Recorded information:
- - - - -

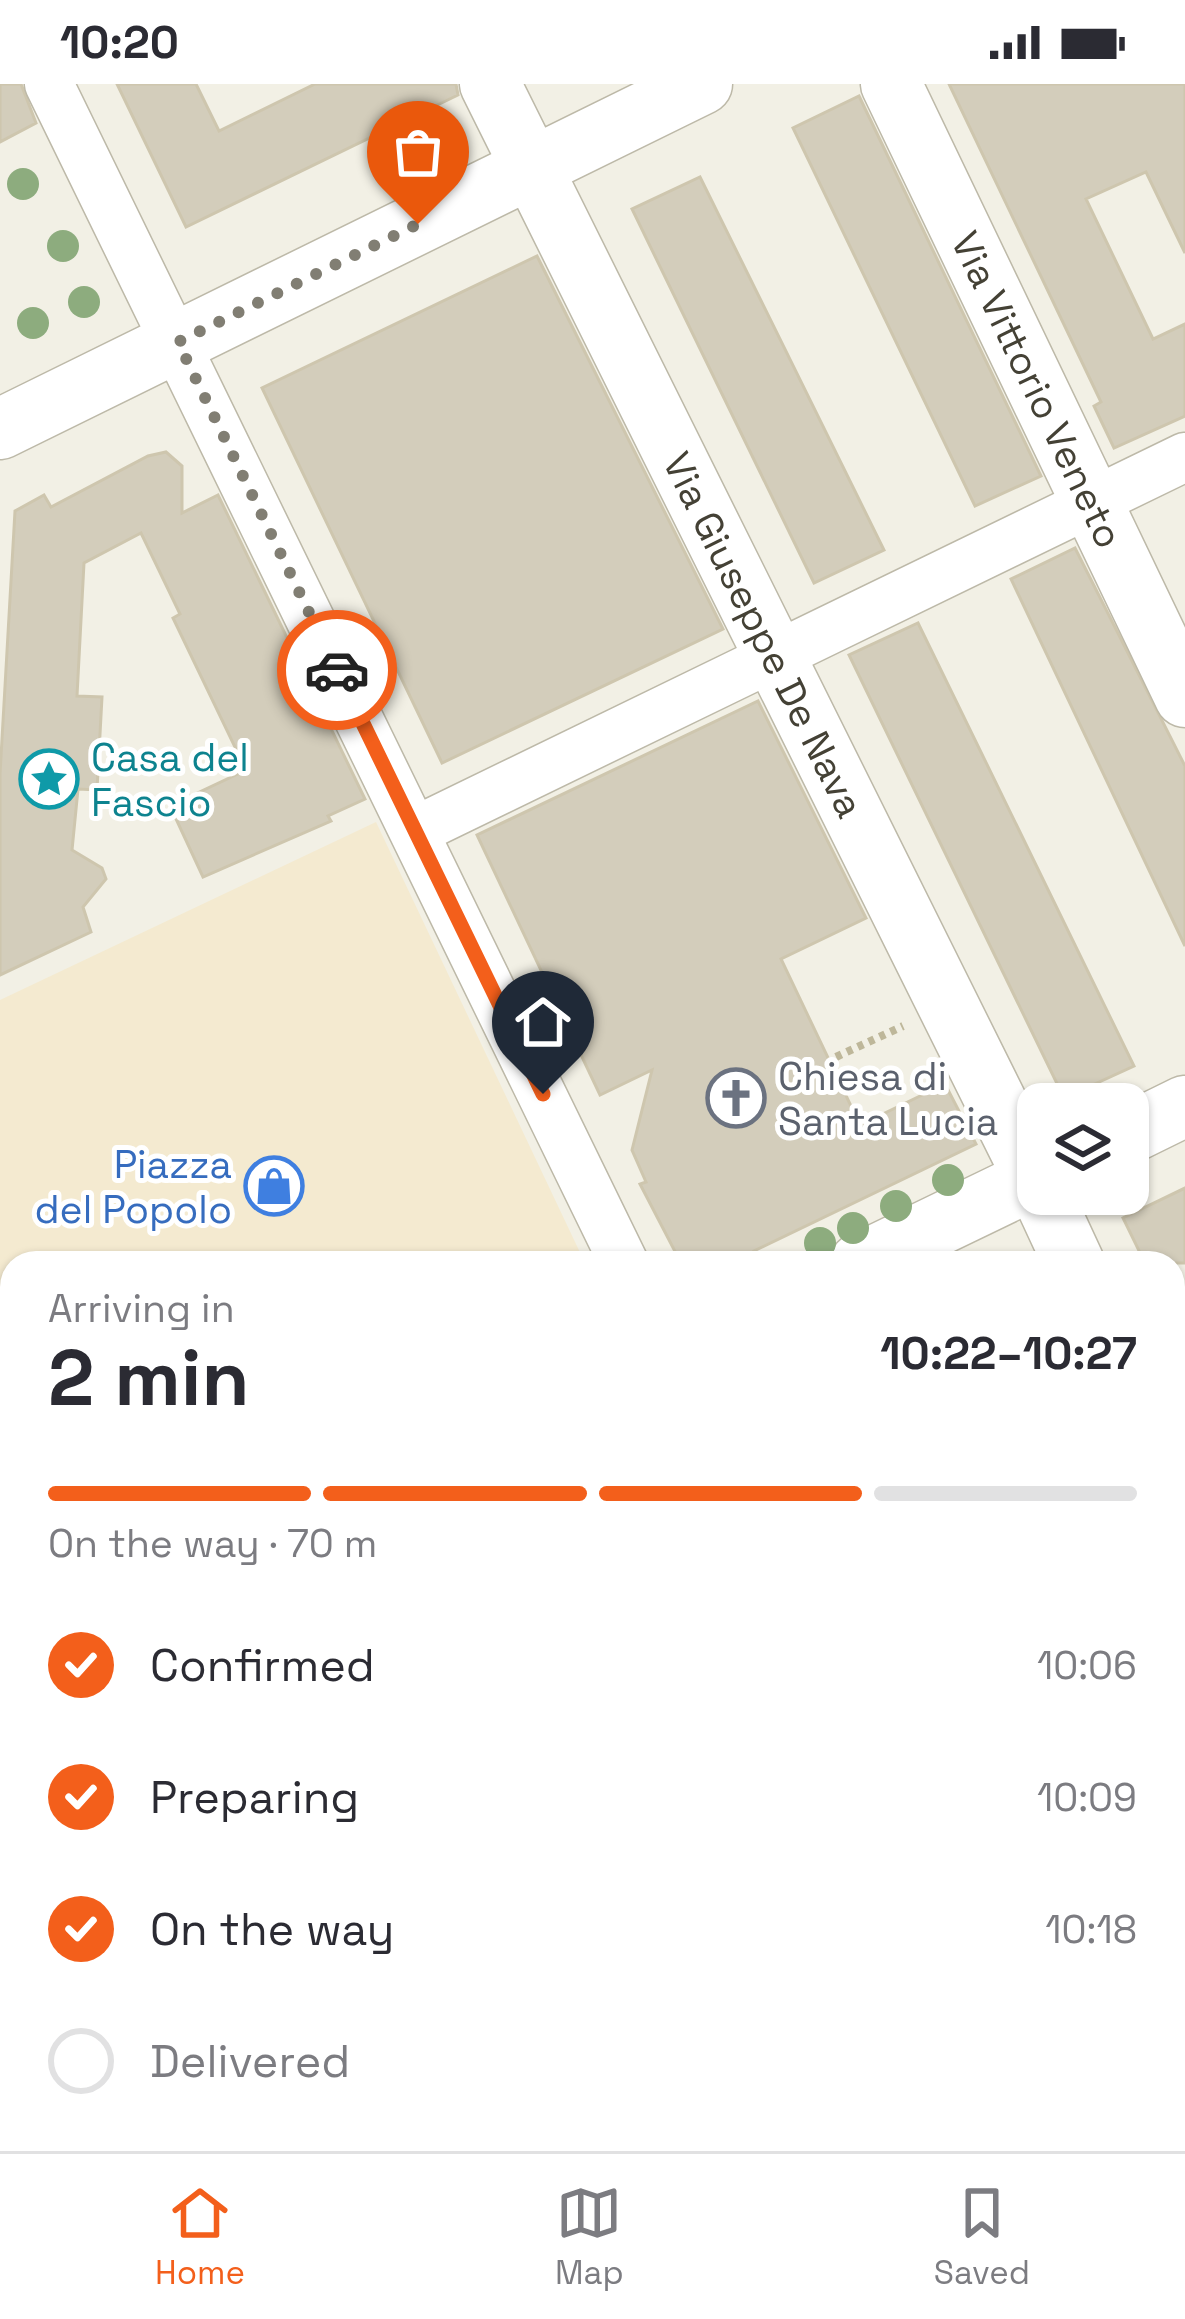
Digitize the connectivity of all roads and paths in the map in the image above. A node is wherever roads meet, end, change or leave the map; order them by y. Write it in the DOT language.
graph roads {
  1 [pos="49,84"];
  2 [pos="490,84"];
  3 [pos="702,84"];
  4 [pos="890,84"];
  5 [pos="531,169"];
  6 [pos="178,342"];
  7 [pos="0,429"];
  8 [pos="1185,457"];
  9 [pos="1092,502"];
  10 [pos="770,654"];
  11 [pos="1185,697"];
  12 [pos="415,831"];
  13 [pos="948,1006"];
  14 [pos="836,1057"];
  15 [pos="1185,1106"];
  16 [pos="1149,1124"];
  17 [pos="1017,1142"];
  18 [pos="1017,1193"];
  19 [pos="1052,1215"];
  20 [pos="618,1251"];
  21 [pos="887,1251"];
  22 [pos="1069,1251"];
  1 -- 6 [label="street"];
  2 -- 5 [label="street, Via Giuseppe De Nava"];
  3 -- 5 [label="street"];
  4 -- 9 [label="street, Via Vittorio Veneto"];
  5 -- 6 [label="street"];
  5 -- 10 [label="street, Via Giuseppe De Nava"];
  6 -- 7 [label="street"];
  6 -- 12 [label="street"];
  8 -- 9 [label="street"];
  9 -- 10 [label="street"];
  9 -- 11 [label="street, Via Vittorio Veneto"];
  10 -- 12 [label="street"];
  10 -- 13 [label="street, Via Giuseppe De Nava"];
  12 -- 20 [label="street"];
  13 -- 14 [label="path"];
  13 -- 17 [label="street, Via Giuseppe De Nava"];
  15 -- 16 [label="street"];
  18 -- 21 [label="street"];
  19 -- 22 [label="street, Via Giuseppe De Nava"];
}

- - - - -

Task statement: For the word "Vittorio", show every line of the entries that holds it.

Written solution:
  4 -- 9 [label="street, Via Vittorio Veneto"];
  9 -- 11 [label="street, Via Vittorio Veneto"];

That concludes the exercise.